22 janeiro 2026

Minha opinião

À direita, todos brigam e ninguém tem razão* 
Luciano Siqueira 
instagram.com/lucianosiqueira65  

Não se pode subestimar o potencial da polarização entre Lula e um candidato da direita, seja qual for, na disputa pela presidência da República. Uma batalha sob todos os aspectos difícil.

Isto porque a população segue dividida basicamente em dois extremos: os que apoiam Lula e se sentem em parte atraídos pela esquerda versus o imenso contingente conservador, eventualmente sensibilizado por uma alternativa situada no extremo oposto.

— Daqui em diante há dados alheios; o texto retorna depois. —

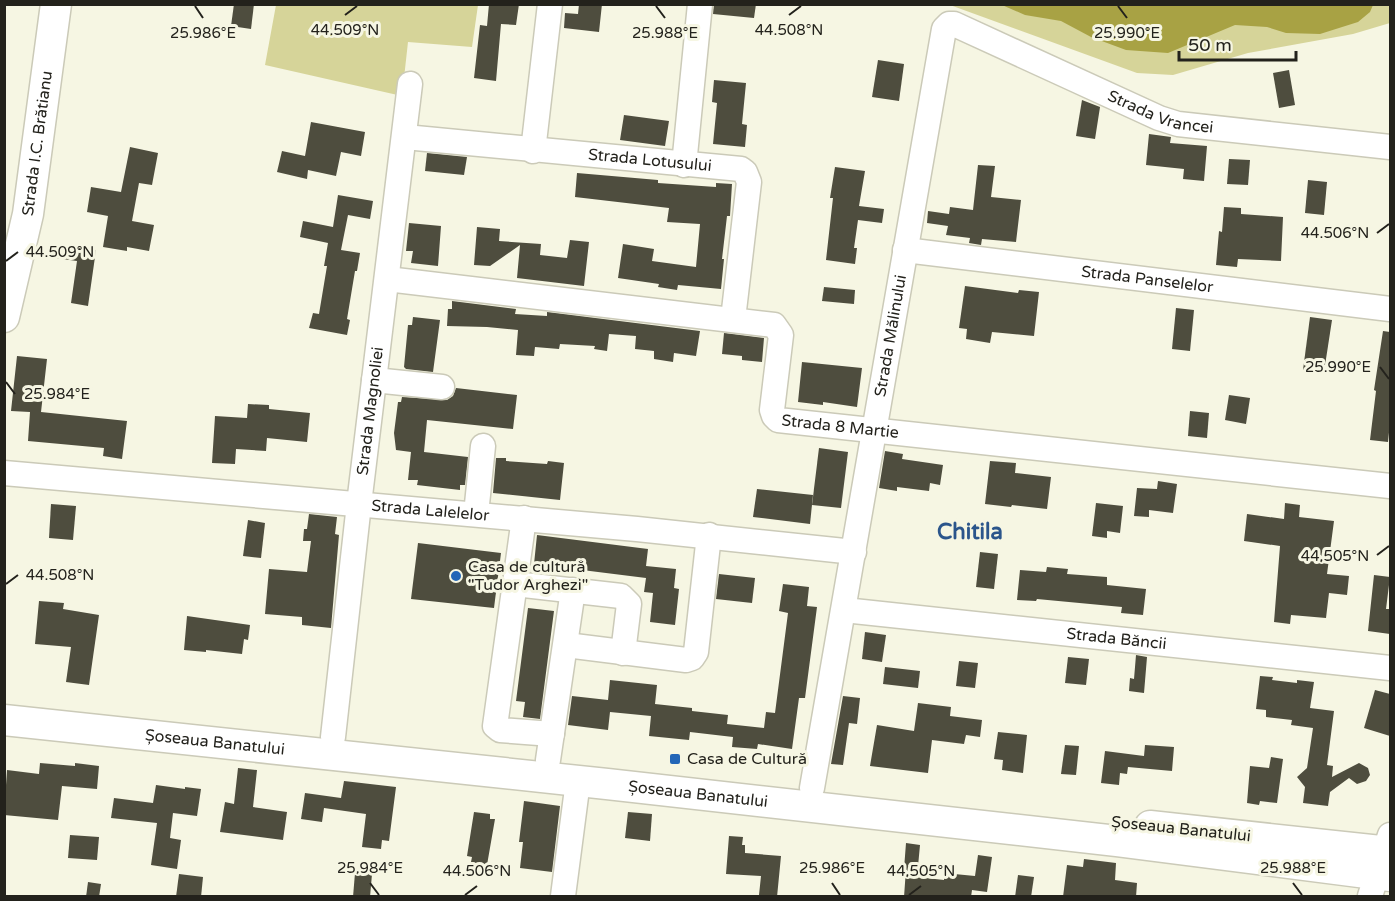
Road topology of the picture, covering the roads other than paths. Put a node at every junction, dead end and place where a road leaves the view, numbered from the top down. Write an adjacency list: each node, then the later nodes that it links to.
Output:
1 (56, 4): 13 (main road, Strada I.C. Brătianu)
2 (550, 4): 8 (street)
3 (700, 4): 9 (street)
4 (946, 26): 7 (street, Strada Vrancei); 10 (street, Strada Mălinului)
5 (410, 84): 6 (street, Strada Magnoliei)
6 (405, 138): 8 (street, Strada Lotusului); 11 (street, Strada Magnoliei)
7 (1390, 147)
8 (533, 151): 9 (street, Strada Lotusului)
9 (684, 165): 14 (street, Strada Lotusului)
10 (906, 250): 12 (street, Strada Panselelor); 17 (street, Strada Mălinului)
11 (387, 279): 14 (street, Strada 8 Martie); 15 (street, Strada Magnoliei)
12 (1390, 309)
13 (4, 317)
14 (733, 319): 17 (street, Strada 8 Martie)
15 (374, 380): 16 (street); 21 (street, Strada Magnoliei)
16 (442, 387)
17 (874, 431): 20 (street, Strada 8 Martie); 25 (street, Strada Mălinului)
18 (483, 446): 22 (street)
19 (4, 473): 21 (street, Strada Lalelelor)
20 (1390, 486)
21 (359, 504): 22 (street, Strada Lalelelor); 34 (street, Strada Magnoliei)
22 (476, 514): 23 (street, Strada Lalelelor)
23 (524, 518): 24 (street, Strada Lalelelor); 26 (street)
24 (709, 535): 25 (street, Strada Lalelelor); 30 (street)
25 (854, 552): 28 (street, Strada Mălinului)
26 (515, 584): 27 (street); 35 (street)
27 (573, 590): 29 (street); 30 (street)
28 (844, 609): 31 (street, Strada Băncii); 37 (street, Strada Mălinului)
29 (566, 645): 30 (street); 35 (street)
30 (623, 652)
31 (1390, 668)
32 (4, 701): 34 (main road, Șoseaua Banatului)
33 (4, 720): 36 (main road, Șoseaua Banatului)
34 (333, 737): 35 (main road, Șoseaua Banatului)
35 (550, 747): 37 (main road, Șoseaua Banatului)
36 (578, 781): 38 (main road, Șoseaua Banatului); 39 (street)
37 (812, 788): 38 (main road, Șoseaua Banatului)
38 (1384, 864)
39 (563, 897)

Praticamente todas as pesquisas até agora confirmam esse cenário. 

Daí porque tanto Lula como quem o enfrente terá o desafio de atrair parcela expressiva do eleitorado passivo de oscilação para um lado ou para o outro. 

No terreno da extrema direita e do centro mais conservador segue a arenga em torno do melhor nome que os represente. Por enquanto, nem é o senador Flávio Bolsonaro (PL), lançado pelo pai presidiário, nem o governador de São Paulo, Tarcísio de Freitas (Republicanos), que segue oscilante como vara verde na definição entre a tentativa de reeleição para o cargo que ocupa ou se arriscar no confronto com Lula.

Outros governadores que pretendem o posto — Romeu Zema, de Minas Gerais (Partido Novo), Ratinho Júnior (PSD), do Paraná, Ronaldo Caiado (União Brasil), de Goiás e Eduardo Leite (PSDB), do Rio Grande do Sul — carecem de lastro político desde o ponto de partida. 

Mais: que projeto apresentam ao país além da retomada do desastre de Jair Bolsonaro?

Aí reside outro dilema: a defesa do legado do capitão teria viabilidade eleitoral hoje? Como adequar a base bolsonarista insana a um esforço de ampliação para outros segmentos da sociedade? 

No outro lado da ponta, o projeto de reeleição de Lula se assenta em êxitos progressivos do governo e na possibilidade de atrair para a ampla coalizão mais segmentos situados ao centro.

Óbvio que nos próximos meses muito ainda há a acontecer. A instabilidade é a marca do mundo ocidental em crise e o impacto da ganância exacerbada do capital financeiro e da agressividade de seus representantes mais salientes contribui para o acentuado grau de imprevisibilidade no desenrolar da cena política. O Brasil faz parte.